A la fois fondateur de la Transcontinale d’Editions, homme d’affaires et écrivains, Christian Mégrelis publie en ce début d’année un ouvrage portant sur les dernières années de l’Union Soviétique, lui qui eu la chance d’aller au delà du rideau de fer et de connaître les profonds bouleversements qui agitèrent le géant russe dans la seconde moité de la décennie 1980. Plus jeune Premier Secrétaire du PCUS, Mikhaïl Gorbatchev espérait, avec sa Perestroïka, éviter à l’URSS un « naufrage à la Titanic »Christian Mégrelis, Le naufrage de l’Union Soviétique : choses vues, page 15. Peine perdue, ou presque puisque celui-ci fut « un naufrage sans noyés. Tout le monde s’en est sorti avec plus de peurs que de mal »Idem, page 15.

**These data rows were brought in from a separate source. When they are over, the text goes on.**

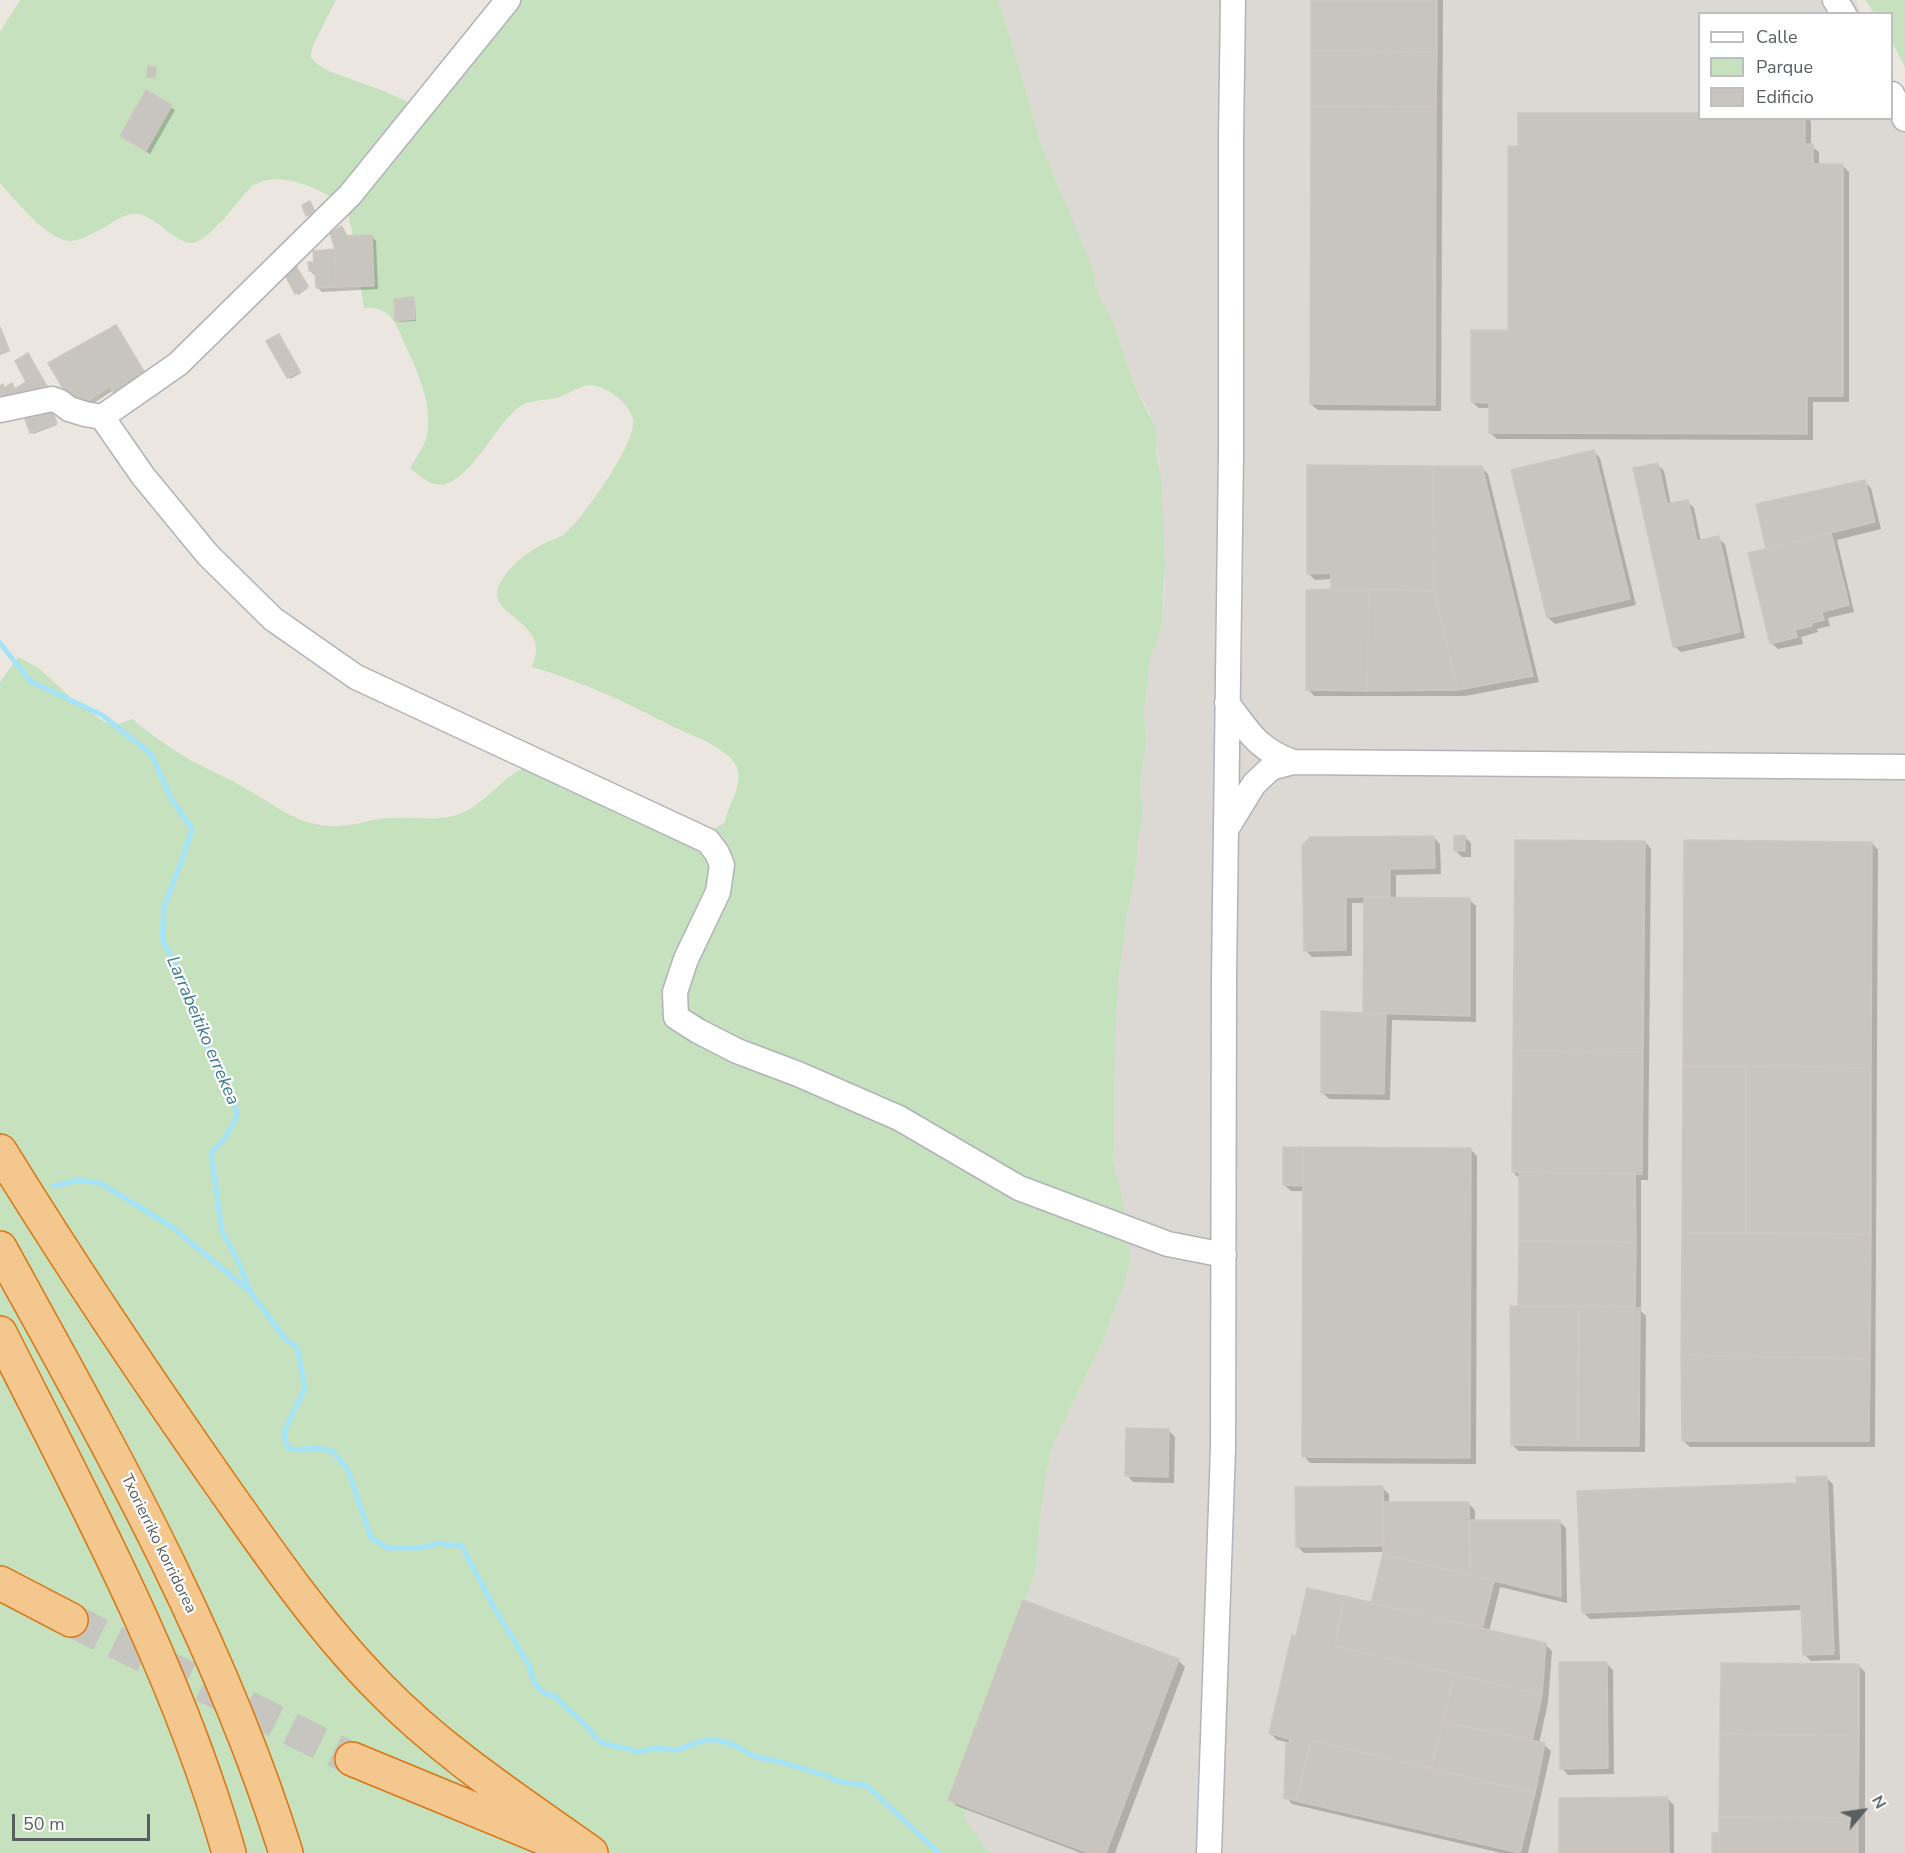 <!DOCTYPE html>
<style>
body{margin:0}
#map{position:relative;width:1905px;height:1853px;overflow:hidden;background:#ebe7e0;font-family:"Nunito Sans",sans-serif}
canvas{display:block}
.legend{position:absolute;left:1698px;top:12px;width:195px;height:108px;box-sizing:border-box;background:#fff;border:2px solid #bdbfbf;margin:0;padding:8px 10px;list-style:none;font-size:18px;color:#595e60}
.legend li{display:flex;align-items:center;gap:12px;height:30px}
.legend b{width:30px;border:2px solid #bdbfbf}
.north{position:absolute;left:1833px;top:1781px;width:60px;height:60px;-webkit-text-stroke:4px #fff;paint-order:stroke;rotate:61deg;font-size:16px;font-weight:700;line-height:24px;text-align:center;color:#595e60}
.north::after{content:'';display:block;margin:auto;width:21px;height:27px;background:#595e60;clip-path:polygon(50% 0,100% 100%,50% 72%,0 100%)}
.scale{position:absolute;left:12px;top:1814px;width:138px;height:27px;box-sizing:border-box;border:3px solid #595e60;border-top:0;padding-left:8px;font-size:18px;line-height:21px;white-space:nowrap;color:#595e60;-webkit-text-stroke:4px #fff;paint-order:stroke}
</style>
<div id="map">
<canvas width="1905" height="1853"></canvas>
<ul class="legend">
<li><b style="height:8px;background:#fff"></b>Calle</li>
<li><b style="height:16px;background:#c5e1be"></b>Parque</li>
<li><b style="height:16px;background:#c8c4c0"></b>Edificio</li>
</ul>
<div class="north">N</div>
<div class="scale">50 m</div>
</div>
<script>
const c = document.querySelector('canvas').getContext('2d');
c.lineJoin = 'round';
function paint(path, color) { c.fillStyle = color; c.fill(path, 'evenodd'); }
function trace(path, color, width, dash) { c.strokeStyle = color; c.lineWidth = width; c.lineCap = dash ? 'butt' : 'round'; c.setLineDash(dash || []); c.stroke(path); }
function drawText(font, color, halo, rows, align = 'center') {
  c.font = font + ' "Nunito Sans",sans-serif'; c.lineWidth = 4.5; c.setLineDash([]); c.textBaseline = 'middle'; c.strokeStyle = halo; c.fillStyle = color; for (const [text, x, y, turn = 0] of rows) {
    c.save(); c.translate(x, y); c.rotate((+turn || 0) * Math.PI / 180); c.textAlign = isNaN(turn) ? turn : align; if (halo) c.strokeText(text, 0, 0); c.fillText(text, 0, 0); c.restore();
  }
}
const industrial = new Path2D(`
 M998,0H1855L1861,13L1700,14V118H1892V77L1905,105V1853H989L964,1817L997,1704L1019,1617L1036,1571L1041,1509L1050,1454L1057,1436L1103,1341L1126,1279L1130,1264L1118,1179L1112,1160L1114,1145L1115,1044L1119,977L1126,922L1136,868L1138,838L1143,808L1140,786L1146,744L1144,712L1151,655L1157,642L1162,622L1165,583L1159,461L1150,414L1132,380L1112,319L1096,290L1095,279L1042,147L1012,44Z`);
const green = new Path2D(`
 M20,0H336L313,45L311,56L313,60L317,64L328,71L384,91L425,110L507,0H998L1012,44L1042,147L1089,260L1095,279L1096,290L1112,319L1132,380L1155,427L1157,437L1156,449L1161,478L1165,565L1162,622L1157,642L1151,655L1144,712L1146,744L1140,786L1143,808L1141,828L1138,838L1136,868L1126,922L1119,977L1115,1044L1114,1145L1112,1160L1118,1179L1127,1224L1130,1244V1264L1126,1279L1103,1341L1057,1436L1050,1454L1041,1509L1036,1571L1019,1617L997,1703L964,1817L989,1853H0V682L18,657L40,669L71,698L104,722L119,724L132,719C152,735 171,749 192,761C209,770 228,778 245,788C271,803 295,823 327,826C350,828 371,818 394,818C416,817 442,822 462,813C486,803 500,779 524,768L710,831L723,824L725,821C729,804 743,785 737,768C730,748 690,735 672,726C625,702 584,682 532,667C553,621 488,617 498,588C504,570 527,552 543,544C550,540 558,539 564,534C582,520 637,442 633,420C630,403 605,385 589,385C578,386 569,394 559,397C542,402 527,398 513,412C494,430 471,477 445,484C432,487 419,476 410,468C417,456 426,445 428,430C431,398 416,369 403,340C399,331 395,319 386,313C380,308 372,307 364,308L354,241L346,205C320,190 279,167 251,187C239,199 209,242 192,243C185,243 177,238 171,234C161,227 150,215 136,214C124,213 113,222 103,228C93,233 81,241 69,241C48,240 14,199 0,183V32Z
 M1865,0H1905V67L1892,42V14L1874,13Z`);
const shadow = new Path2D(`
 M1313,0H1443L1441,411L1318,410L1311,404Z
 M147,92L175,110L150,154L122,136Z
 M1700,118H1808L1811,121V146L1819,152V165H1842L1849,172V402H1813V440L1497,439L1490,433V408H1479L1472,402L1510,331Z
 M341,228L348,238L372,237L376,241L378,289L322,292L318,288L317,275H314L310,271L316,263L337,251Z
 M297,270L308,288L298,295L287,275Z
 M413,299L415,301L416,321L398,322L397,320Z
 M0,327L10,351L0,355Z
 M116,327L151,382L114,390L80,412Z
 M280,337L301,373L290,379L268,342Z
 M28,355L51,392L5,413L0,388L3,386L6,389L12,385L16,390L28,383Z
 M50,407L57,425L33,434L31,432Z
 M1594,452L1600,458L1636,605L1555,624L1548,618Z
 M1657,464L1664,471L1671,505L1687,501L1694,508L1701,542L1718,538L1725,544L1745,638L1681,652L1674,646Z
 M1481,467L1488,474L1539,682L1465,696H1314L1308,689L1333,590V579L1315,580L1308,573Z
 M1864,482L1871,488L1881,529L1837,540L1854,612L1828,618L1830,626L1817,629L1818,632L1801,637L1803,644L1778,649L1771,643L1768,550Z
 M1465,837L1471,843V857H1462L1455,850Z
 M1434,838L1440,844L1441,874L1396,875V898L1469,899L1476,906V1022L1392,1020L1390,1100L1329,1099L1322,1092L1365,1014V903H1352V956L1312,957L1305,950L1304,846Z
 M1645,842L1651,849L1648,1180H1641V1311L1646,1316L1645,1452L1519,1451L1512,1445L1520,1308V1179L1513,1172Z
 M1686,842L1872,843L1878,850L1875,1447H1690L1683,1441Z
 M1470,1149L1477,1156L1476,1464L1310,1463L1304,1456V1191H1291L1284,1185Z
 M1168,1430L1175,1437L1174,1483L1133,1482L1127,1475Z
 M1826,1478L1833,1484L1840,1660L1811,1661L1804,1654L1802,1610L1590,1619L1583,1612L1798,1484Z
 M1382,1488L1389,1494V1504H1469L1475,1510V1522L1559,1521L1566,1528L1567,1603L1500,1587L1489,1632L1545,1644L1552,1651L1548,1702L1539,1744L1544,1745L1551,1751L1528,1853H1501L1292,1804L1286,1797L1287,1742L1277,1740L1270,1733L1297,1638L1372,1604L1385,1552L1304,1553L1297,1546Z
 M1178,1660L1185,1667L1115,1853H1081L957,1806L950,1799Z
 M1606,1663L1613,1670L1614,1774L1568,1775L1562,1768Z
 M1859,1666L1865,1672V1853H1713L1721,1834Z
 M1667,1798L1674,1805V1853H1561Z`);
const stream = new Path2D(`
 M0,643L30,681L102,715L151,754L171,798L192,829L181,863L164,906L162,939L182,978L202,1026L204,1041L238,1114L225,1138L211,1153L222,1231L239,1263L250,1291L285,1339L297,1347L305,1388L284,1432L287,1447L294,1450L317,1448L332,1451L348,1470L371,1538L388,1548H419L440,1543L449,1545H461L495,1609L530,1667C531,1681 540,1695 555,1696C564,1707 576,1715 585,1725C591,1731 595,1739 601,1742C613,1748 626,1746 638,1752L656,1748L676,1750L705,1740H718L731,1744L756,1757L777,1761L828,1776L834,1780L847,1783L866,1785L939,1853
 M54,1186L78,1180L100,1183L172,1227L247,1289`);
const building = new Path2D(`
 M1311,0H1437V52L1311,51Z
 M1311,51L1437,52L1436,107L1311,106Z
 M148,66L156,67L155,78L147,77Z
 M146,90L172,105L146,151L120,136Z
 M1311,106L1436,107L1435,405L1310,404Z
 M1518,113H1700V118H1805V144H1813V164H1843V396H1807V434L1489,433V403L1471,402V330H1508V146H1518Z
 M310,201L315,212L306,216L302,205Z
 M342,226L347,236L372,235L374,286L336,287L335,249L330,233Z
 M335,249L336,287L316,288L315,271H309L308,262H314L313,251Z
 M296,266L308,286L295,294L285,275Z
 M414,297L415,319L395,321L394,299Z
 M116,325L148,378L116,397L110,386L75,409L48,363Z
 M0,327L9,350L0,353Z
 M279,334L300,371L287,378L266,341Z
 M28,353L48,388L0,410V386L3,384L4,388L12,383L15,389L26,382L15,361Z
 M49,403L57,423L30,433L23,413Z
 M1594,450L1630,599L1547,618L1511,470Z
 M1658,463L1667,504L1688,500L1697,541L1719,536L1740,632L1673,647L1633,468Z
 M1307,465L1433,466L1434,591L1331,589V573L1307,574Z
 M1433,466H1482L1533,676L1458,690L1434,591Z
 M1865,480L1875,522L1766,549L1756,504Z
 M1831,533L1849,605L1822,612L1824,620L1812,623V626L1795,630L1797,637L1770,644L1748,553Z
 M1331,589H1369L1367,691L1306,690V590Z
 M1369,589L1434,591L1458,690L1367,691Z
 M1465,835V851H1454V836Z
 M1434,836L1435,868L1390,869V897H1346V950L1304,951L1302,846L1310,837Z
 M1515,840L1645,841L1643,1052L1513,1051Z
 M1684,840L1872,842L1871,1068L1683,1066Z
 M1364,897L1470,898V1016L1363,1013Z
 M1321,1011L1386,1014L1384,1094L1321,1093Z
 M1513,1051L1643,1052L1642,1174L1512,1172Z
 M1683,1066H1746V1233H1682Z
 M1746,1066L1871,1068V1234L1746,1233Z
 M1283,1147H1303V1186L1283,1185Z
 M1303,1147L1471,1148L1470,1458L1302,1457Z
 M1519,1172L1635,1174L1636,1242L1519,1241Z
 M1682,1233L1871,1234L1870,1359L1681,1355Z
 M1519,1241L1636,1242L1635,1307L1518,1306Z
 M1510,1306L1579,1307L1578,1446L1511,1445Z
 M1579,1307L1640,1308L1639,1446H1578Z
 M1681,1355L1870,1359L1869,1441H1682Z
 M1126,1428L1169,1429L1168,1477L1125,1476Z
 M1827,1476L1834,1654L1803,1655L1801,1604L1582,1613L1577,1491L1797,1483L1796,1477Z
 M1383,1486L1384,1546L1296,1547L1295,1487Z
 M1383,1502H1469L1470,1575L1383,1554Z
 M1469,1520H1560L1561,1597L1470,1575Z
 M1383,1554L1494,1581L1482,1629L1371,1603Z
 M1307,1588L1344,1596L1335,1646L1455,1674L1431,1769L1311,1740L1296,1801L1284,1798L1286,1743H1290L1289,1739L1269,1733L1292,1635L1296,1636Z
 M1344,1596L1546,1643L1542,1695L1335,1646Z
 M1023,1600L1179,1659L1106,1853H1089L948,1800Z
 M1559,1662H1607L1608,1768L1560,1769Z
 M1721,1663L1859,1664V1736L1720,1734Z
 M1455,1674L1542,1695L1532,1741L1443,1722Z
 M1443,1722L1545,1743L1535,1793L1431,1769Z
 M1720,1734L1859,1736L1858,1818L1719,1817Z
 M1311,1740L1535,1793L1520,1853L1296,1801Z
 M1668,1797L1669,1853H1559V1798Z
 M1719,1817L1858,1818V1853H1719Z
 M1712,1833H1719V1853H1712Z`);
const highwayTunnel = new Path2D(`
 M71,1620L352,1759`);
const minor = new Path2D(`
 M1835,0L1844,14
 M1892,94L1905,119
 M0,410L52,399L60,402L69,409L85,414L102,417L143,476L208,555L273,619L356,677L708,841L717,853L722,865L718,892L686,959L675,992L676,1017L698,1031L737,1051L798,1074L899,1118L1019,1188L1168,1244L1224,1255
 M102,417L178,364L350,195L508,0
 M1227,703C1249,732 1257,749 1293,762
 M1227,828L1254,784L1271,768L1293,762L1905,767
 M1209,1853L1223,1448L1224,977L1231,453V139L1233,0`);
const highway = new Path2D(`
 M0,1151C71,1266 146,1378 224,1489C272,1557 320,1627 379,1687C442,1752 518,1801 591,1853
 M0,1248C109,1446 218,1636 286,1853
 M0,1333C85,1502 177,1670 229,1853
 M0,1583L71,1620
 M352,1759L551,1841`);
const streetNames = [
 ["Txorierriko korridorea",158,1544,64]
];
const waterNames = [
 ["Larrabeitiko errekea",202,1031,67]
];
paint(industrial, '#dcd9d5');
paint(green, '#c5e1be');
paint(shadow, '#0003');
trace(stream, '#a4e3f8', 5);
paint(building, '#c8c4c0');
trace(building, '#cfc7bf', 1.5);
trace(highwayTunnel, '#c6c5c0', 33, [33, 16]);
trace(minor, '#b1b4b7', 27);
trace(highway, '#da7512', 36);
trace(minor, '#fff', 24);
trace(highway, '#f4c78f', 33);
drawText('16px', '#595e60', '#fff', streetNames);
drawText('italic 18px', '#3e7a97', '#fff', waterNames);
</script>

De nombreux ouvrages et travaux, au premier duquel La chute finale, ont été consacrés aux dernières années de l’Union Soviétique, recherchant à la fois les premiers signes de la décrépitude à venir et les causes profondes d’un échec inévitable. Le récit de Christian Mégrelis n’entend pas avoir la rigueur universitaire des travaux d’historiens. Pour autant le témoignage personnel qu’il publie offre au lecteur un panorama intéressant sur la décadence morale, intellectuelle, politique et économique de l’Union. Au delà du jeu de dupes et des statistiques truquées, Christian Mégrelis, en tant qu’expert étranger mobilisé par les autorités soviétiques à des fins de modernisation du pays, participa, à partir de 1989, à la politique de l’URSS. Directement en prise avec la bureaucratie et les leaders en place, Christian Mégrelis tenta d’œuvrer à la modernisation du pays jusqu’en 1991. La montée en puissance de Boris Eltsine mit fin à son travail sur place.

L’ouvrage revient, à travers 23 chapitres, sur des instants gravés dans sa mémoire et portés ici sur papier : la venue en Europe de l’Ouest du tout nouveau ministre des finances d’une URSS dépassée et ruinée, sa venue à Leningrad et la découverte de l’hospitalité russe, le portrait d’une jeunesse soviétique éduquée à l’ouest et soucieuse de profiter des réformes économiques pour se tailler une place au soleil des novi richi, en passant par la face sombre de l’URSS et les « camps de redressement par le travail » dépeints par Soljenitsyne, qui représentèrent un continuum avec l’époque tsariste.

Le style est fluide, l’ouvrage est agréable à lire. Les chapitres courts sont entrecoupés d’articles rédigés par Christian Mégrelis et qui furent, du moins pour la plupart, publiés dans les grands périodiques français.

La dernière partie est l’occasion pour l’auteur de revenir sur les évolutions politiques, sociales et économiques de la Russie post-communisme. Un pays en quête d’identité, redécouvrant son histoire et tâchant de tracer sa propre voie. Christian Mégrelis ne cesse alors de rappeler combien les liens entre la France et la Russie sont puissants, malgré des politiques et des choix stratégiques qu’il déplore grandement.

Au final Le naufrage de l’Union Soviétique constitue une lecture particulièrement intéressante et prenante. Le témoignage nécessairement subjectif de l’auteur apporte un éclairage intéressant sur la profonde recomposition en cours en Russie, dont la France peut tirer, selon Mégrelis, beaucoup. A une seule condition, et celle-ci « s’appelle le respect. »Idem, page 261.